EHR firm athenahealth can pay almost $18.3 million to resolve allegations that it violated the False Claims Act, although the corporate denies any wrongdoing.
The seller engaged in an unlawful kickback scheme to extend gross sales for its EHR platform, athenaClinicals, the Division of Justice stated on Thursday. Although athenahealth denies any wrongdoing, it agreed to settle.
The Justice Division claims the corporate carried out three advertising packages between 2014 and 2020 that violated the False Claims Act and the Anti-Kickback Statute.
The primary concerned offering free tickets and facilities to potential and present clients for sporting, leisure and leisure occasions. These included tickets to the Masters Event and the Kentucky Derby. The corporate additionally supplied luxurious lodging, meals and alcohol, alleges the Justice Division.
Additional, athenahealth allegedly paid kickbacks to present clients by a “lead technology” program. Prospects had been paid after they referred new potential purchasers to the corporate, the Justice Division claims. They acquired as much as $3,000 for every new consumer that signed up for athenahealth providers.
The Justice Division’s ultimate allegation is that athenahealth entered into offers with distributors that had been discontinuing their EHR know-how choices. These offers concerned the distributors referring their purchasers to athenahealth and getting reimbursed primarily based on the worth and quantity of practices that had been transformed into athenahealth purchasers.
The settlement additionally resolves allegations in two whistleblowers lawsuits. The share to be awarded to the whistleblowers has not but been decided.
“Throughout the nation, physicians depend on digital well being data software program to supply very important affected person information. Kickbacks corrupt the marketplace for healthcare providers and threat jeopardizing affected person security,” stated U.S. Legal professional Andrew E. Lelling, within the information launch. “We are going to aggressively pursue organizations that fail to play by the foundations; EHR firms aren’t any exception.”
The EHR vendor maintains it’s not responsible of the allegations.

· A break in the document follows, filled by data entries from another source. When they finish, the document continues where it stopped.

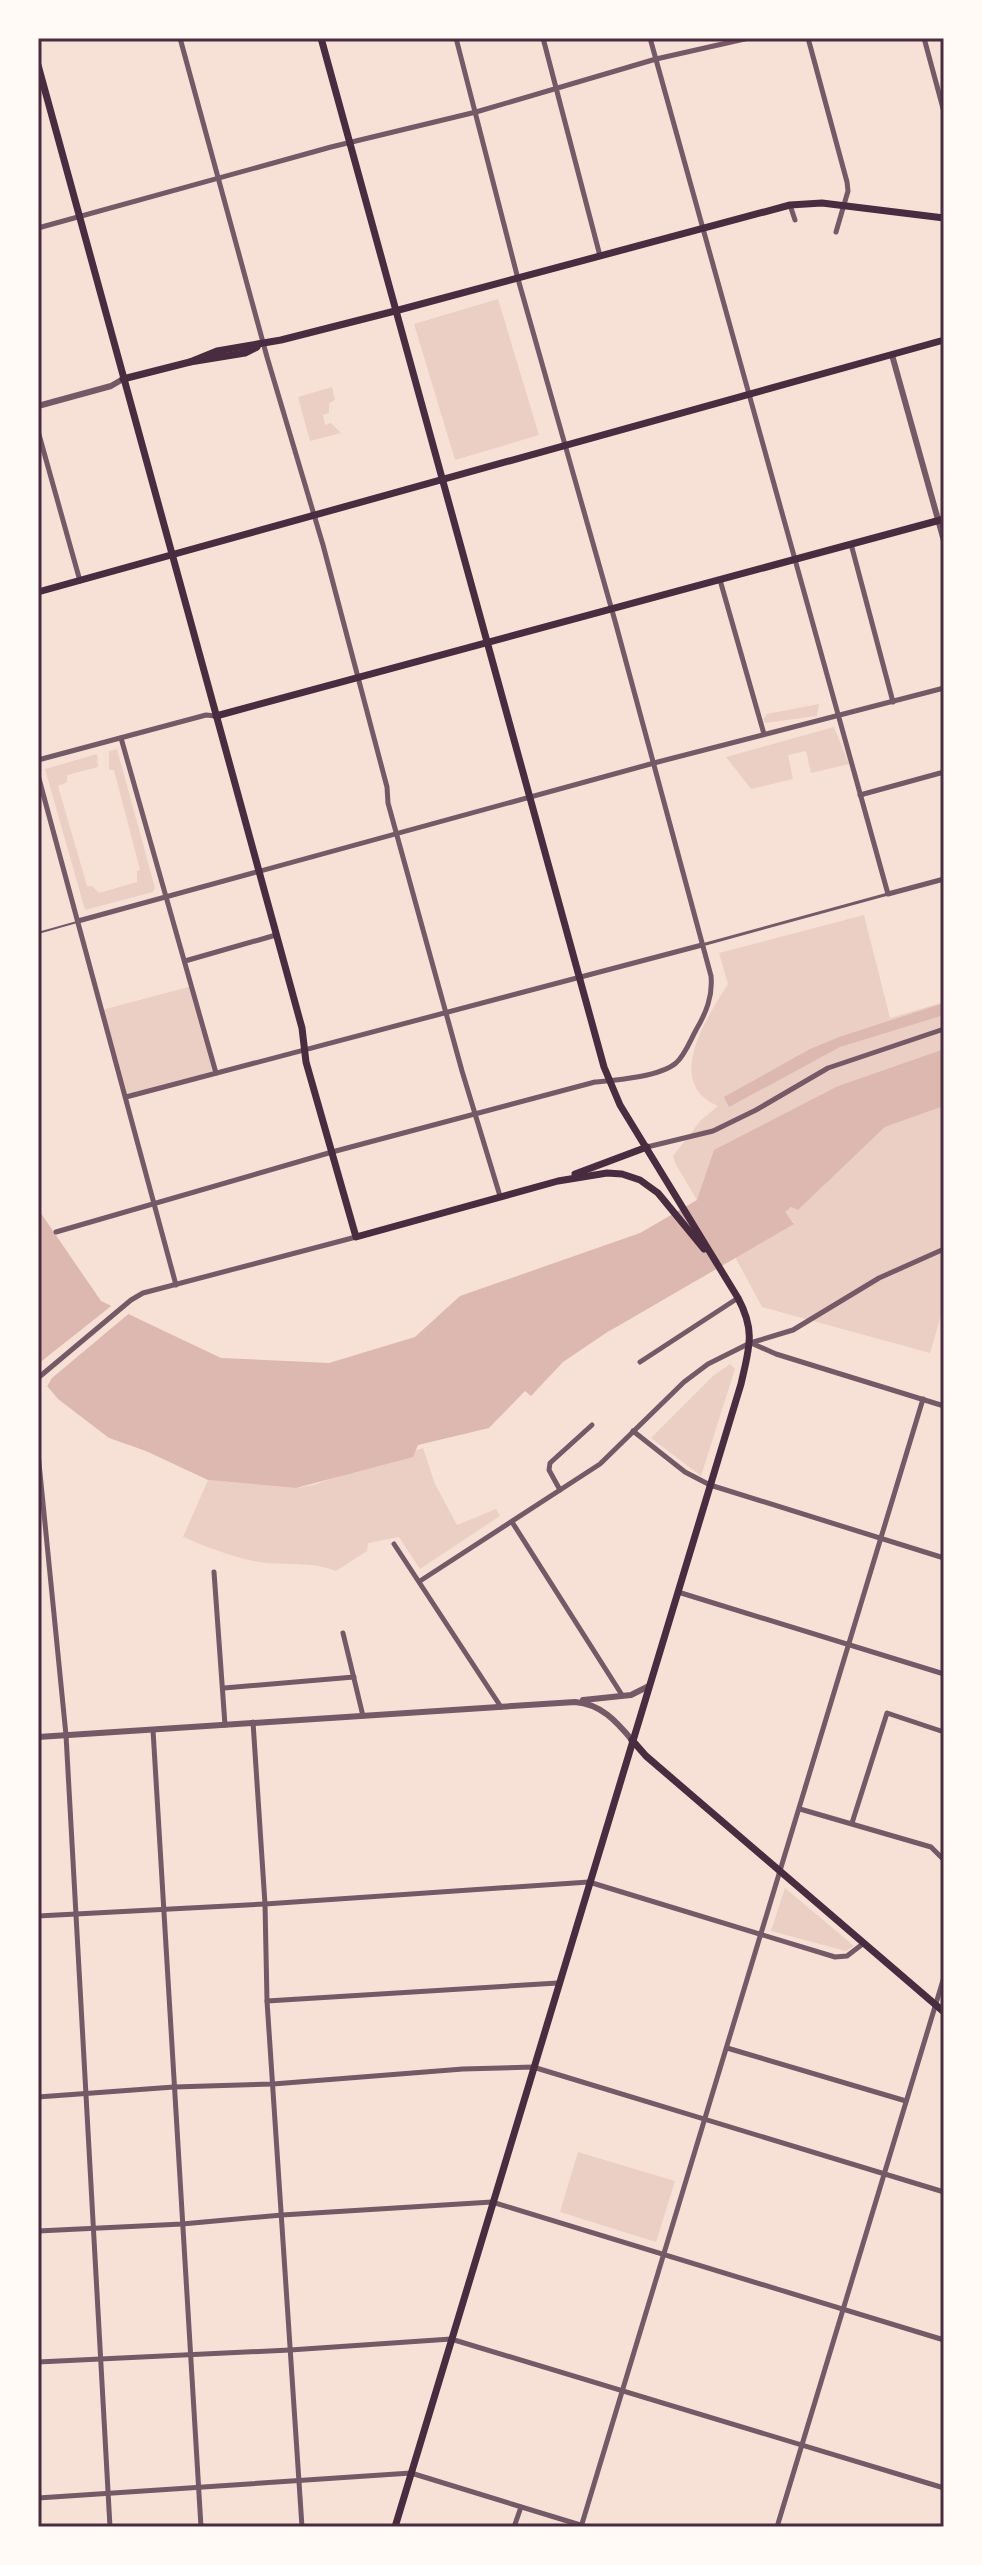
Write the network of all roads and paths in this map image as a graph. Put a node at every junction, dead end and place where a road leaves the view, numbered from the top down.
1 (180, 38) edge
2 (321, 38) edge
3 (456, 38) edge
4 (543, 38) edge
5 (650, 38) edge
6 (749, 38) edge
7 (808, 38) edge
8 (924, 38) edge
9 (656, 59) junction
10 (38, 65) edge
11 (557, 89) junction
12 (476, 112) junction
13 (944, 112) edge
14 (350, 144) junction
15 (217, 177) junction
16 (790, 205) junction
17 (843, 206) junction
18 (79, 217) junction
19 (944, 218) edge
20 (795, 220) dead end
21 (38, 228) edge
22 (703, 228) junction
23 (836, 232) dead end
24 (600, 256) junction
25 (518, 279) junction
26 (395, 311) junction
27 (944, 340) edge
28 (263, 344) junction
29 (892, 355) junction
30 (123, 379) junction
31 (750, 394) junction
32 (38, 406) edge
33 (38, 431) edge
34 (565, 444) junction
35 (441, 479) junction
36 (312, 515) junction
37 (941, 520) edge
38 (944, 541) edge
39 (851, 544) junction
40 (171, 555) junction
41 (795, 559) junction
42 (720, 580) junction
43 (80, 581) junction
44 (38, 592) edge
45 (612, 609) junction
46 (486, 643) junction
47 (358, 678) junction
48 (944, 688) edge
49 (893, 702) junction
50 (216, 716) junction
51 (838, 716) junction
52 (764, 734) junction
53 (121, 738) junction
54 (38, 760) edge
55 (654, 763) junction
56 (944, 772) edge
57 (38, 775) edge
58 (860, 795) junction
59 (528, 799) junction
60 (397, 834) junction
61 (259, 872) junction
62 (944, 879) edge
63 (888, 894) junction
64 (166, 897) junction
65 (78, 921) junction
66 (38, 933) edge
67 (277, 934) junction
68 (702, 945) junction
69 (185, 961) junction
70 (578, 977) junction
71 (446, 1012) junction
72 (944, 1029) edge
73 (305, 1050) junction
74 (216, 1073) junction
75 (609, 1081) junction
76 (126, 1097) junction
77 (476, 1114) junction
78 (647, 1147) junction
79 (332, 1152) junction
80 (558, 1181) junction
81 (500, 1196) junction
82 (155, 1203) junction
83 (56, 1232) dead end
84 (356, 1237) junction
85 (944, 1249) edge
86 (727, 1279) junction
87 (176, 1285) junction
88 (738, 1298) junction
89 (750, 1343) junction
90 (640, 1362) dead end
91 (38, 1378) edge
92 (923, 1399) junction
93 (944, 1406) edge
94 (592, 1425) dead end
95 (633, 1431) junction
96 (38, 1453) edge
97 (710, 1485) junction
98 (561, 1491) junction
99 (512, 1522) junction
100 (882, 1539) junction
101 (394, 1544) dead end
102 (944, 1558) edge
103 (214, 1572) dead end
104 (420, 1581) junction
105 (678, 1592) junction
106 (343, 1633) dead end
107 (850, 1646) junction
108 (944, 1674) edge
109 (354, 1677) junction
110 (649, 1686) junction
111 (224, 1688) junction
112 (622, 1695) junction
113 (575, 1702) junction
114 (501, 1707) junction
115 (363, 1716) junction
116 (253, 1722) junction
117 (225, 1725) junction
118 (153, 1730) junction
119 (944, 1732) edge
120 (66, 1735) junction
121 (38, 1737) edge
122 (632, 1740) junction
123 (800, 1809) junction
124 (852, 1823) junction
125 (944, 1860) edge
126 (781, 1872) junction
127 (589, 1882) junction
128 (265, 1904) junction
129 (165, 1909) junction
130 (76, 1913) junction
131 (38, 1916) edge
132 (761, 1935) junction
133 (864, 1943) junction
134 (944, 1977) edge
135 (558, 1983) junction
136 (943, 1986) edge
137 (267, 2001) junction
138 (936, 2005) junction
139 (944, 2012) edge
140 (727, 2048) junction
141 (533, 2067) junction
142 (273, 2084) junction
143 (174, 2087) junction
144 (86, 2094) junction
145 (38, 2097) edge
146 (906, 2101) junction
147 (705, 2119) junction
148 (884, 2174) junction
149 (944, 2192) edge
150 (492, 2202) junction
151 (282, 2215) junction
152 (182, 2224) junction
153 (95, 2227) junction
154 (38, 2231) edge
155 (664, 2255) junction
156 (843, 2309) junction
157 (451, 2339) junction
158 (944, 2340) edge
159 (290, 2350) junction
160 (191, 2354) junction
161 (100, 2360) junction
162 (38, 2362) edge
163 (623, 2390) junction
164 (802, 2445) junction
165 (411, 2473) junction
166 (300, 2481) junction
167 (198, 2488) junction
168 (944, 2488) edge
169 (107, 2494) junction
170 (38, 2498) edge
171 (521, 2507) junction
172 (583, 2526) edge
173 (110, 2527) edge
174 (201, 2527) edge
175 (302, 2527) edge
176 (395, 2527) edge
177 (514, 2527) edge
178 (777, 2527) edge

1 - 15 street
2 - 14 main road
3 - 12 street
4 - 11 street
5 - 9 street
6 - 9 street
7 - 17 street
8 - 13 street
9 - 11 street
9 - 22 street
10 - 18 main road
11 - 12 street
11 - 24 street
12 - 14 street
12 - 25 street
14 - 15 street
14 - 26 main road
15 - 18 street
15 - 28 street
16 - 17 main road
16 - 20 street
16 - 22 main road
17 - 19 main road
17 - 23 street
18 - 21 street
18 - 30 main road
22 - 24 main road
22 - 31 street
24 - 25 main road
25 - 26 main road
25 - 34 street
26 - 28 main road
26 - 35 main road
27 - 29 main road
28 - 30 main road
28 - 36 street
29 - 31 main road
29 - 37 street
30 - 32 street
30 - 40 main road
31 - 34 main road
31 - 41 street
33 - 43 street
34 - 35 main road
34 - 45 street
35 - 36 main road
35 - 46 main road
36 - 40 main road
36 - 47 street
37 - 38 street
37 - 39 main road
39 - 41 main road
39 - 49 street
40 - 43 main road
40 - 50 main road
41 - 42 main road
41 - 51 street
42 - 45 main road
42 - 52 street
43 - 44 main road
45 - 46 main road
45 - 55 street
46 - 47 main road
46 - 59 main road
47 - 50 main road
47 - 60 street
48 - 49 street
49 - 51 street
50 - 53 street
50 - 61 main road
51 - 52 street
51 - 58 street
52 - 55 street
53 - 54 street
53 - 64 street
55 - 59 street
55 - 68 street
56 - 58 street
57 - 65 street
58 - 63 street
59 - 60 street
59 - 70 main road
60 - 61 street
60 - 71 street
61 - 64 street
61 - 67 main road
62 - 63 street
63 - 68 street
64 - 65 street
64 - 69 street
65 - 66 lane
65 - 76 street
67 - 69 street
67 - 73 main road
68 - 70 street
68 - 75 street
69 - 74 street
70 - 71 street
70 - 75 main road
71 - 73 street
71 - 77 street
72 - 78 street
73 - 74 street
73 - 79 main road
74 - 76 street
75 - 77 street
75 - 78 main road
76 - 82 street
77 - 79 street
77 - 81 street
78 - 80 main road
78 - 86 main road
79 - 82 street
79 - 84 main road
80 - 81 main road
80 - 86 main road
81 - 84 main road
82 - 83 street
82 - 87 street
84 - 87 street
85 - 89 street
86 - 88 main road
87 - 91 street
88 - 89 main road
88 - 90 street
89 - 92 street
89 - 95 street
89 - 97 main road
92 - 93 street
92 - 100 street
94 - 98 street
95 - 97 street
95 - 98 street
96 - 120 street
97 - 100 street
97 - 105 main road
98 - 99 street
99 - 104 street
99 - 112 street
100 - 102 street
100 - 107 street
101 - 104 street
103 - 111 street
104 - 114 street
105 - 107 street
105 - 110 main road
106 - 109 street
107 - 108 street
107 - 123 street
109 - 111 street
109 - 115 street
110 - 112 street
110 - 122 main road
111 - 117 street
112 - 113 street
113 - 114 street
113 - 122 street
114 - 115 street
115 - 116 street
116 - 117 street
116 - 128 street
117 - 118 street
118 - 120 street
118 - 129 street
119 - 124 street
120 - 121 street
120 - 130 street
122 - 126 main road
122 - 127 main road
123 - 124 street
123 - 126 street
124 - 125 street
126 - 132 street
126 - 133 main road
127 - 128 street
127 - 132 street
127 - 135 main road
128 - 129 street
128 - 137 street
129 - 130 street
129 - 143 street
130 - 131 street
130 - 144 street
132 - 133 street
132 - 140 street
133 - 138 main road
134 - 136 street
135 - 137 street
135 - 141 main road
136 - 138 street
137 - 142 street
138 - 139 main road
138 - 146 street
140 - 146 street
140 - 147 street
141 - 142 street
141 - 147 street
141 - 150 main road
142 - 143 street
142 - 151 street
143 - 144 street
143 - 152 street
144 - 145 street
144 - 153 street
146 - 148 street
147 - 148 street
147 - 155 street
148 - 149 street
148 - 156 street
150 - 151 street
150 - 155 street
150 - 157 main road
151 - 152 street
151 - 159 street
152 - 153 street
152 - 160 street
153 - 154 street
153 - 161 street
155 - 156 street
155 - 163 street
156 - 158 street
156 - 164 street
157 - 159 street
157 - 163 street
157 - 165 main road
159 - 160 street
159 - 166 street
160 - 161 street
160 - 167 street
161 - 162 street
161 - 169 street
163 - 164 street
163 - 172 street
164 - 168 street
164 - 178 street
165 - 166 street
165 - 171 street
165 - 176 main road
166 - 167 street
166 - 175 street
167 - 169 street
167 - 174 street
169 - 170 street
169 - 173 street
171 - 172 street
171 - 177 street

“[The company] locations the best precedence on compliance with all legal guidelines and rules governing our business,” stated an organization spokesperson, who declined to be named, in an e mail. “Whereas now we have full confidence in our sturdy compliance insurance policies and packages, we agreed to this settlement — beneath which we admit no wrongdoing — to place this matter behind us and transfer ahead with our vital work on behalf of sufferers and healthcare suppliers.”
Additional, two of the advertising packages had been discontinued earlier than the Justice Division investigation befell as a result of they weren’t environment friendly or cost-effective, and the third is within the strategy of being shut down, she stated in a telephone interview. The corporate claims that every one three packages complied with steerage from the Division of Well being and Human Providers.
In 2020, the Justice Division stated it collected $1.8 billion from healthcare firms beneath the False Claims Act, down from $2.6 billion in 2019. One of many largest recoveries final 12 months pertained to well being IT developer Apply Fusion Inc., which Allscripts, a competitor of anthenahealth’s, bought in 2018. Apply Fusion paid the Justice Division $145 million to settle allegations that Purdue Pharma paid it to tweak its EHR software program to extend opioid prescriptions.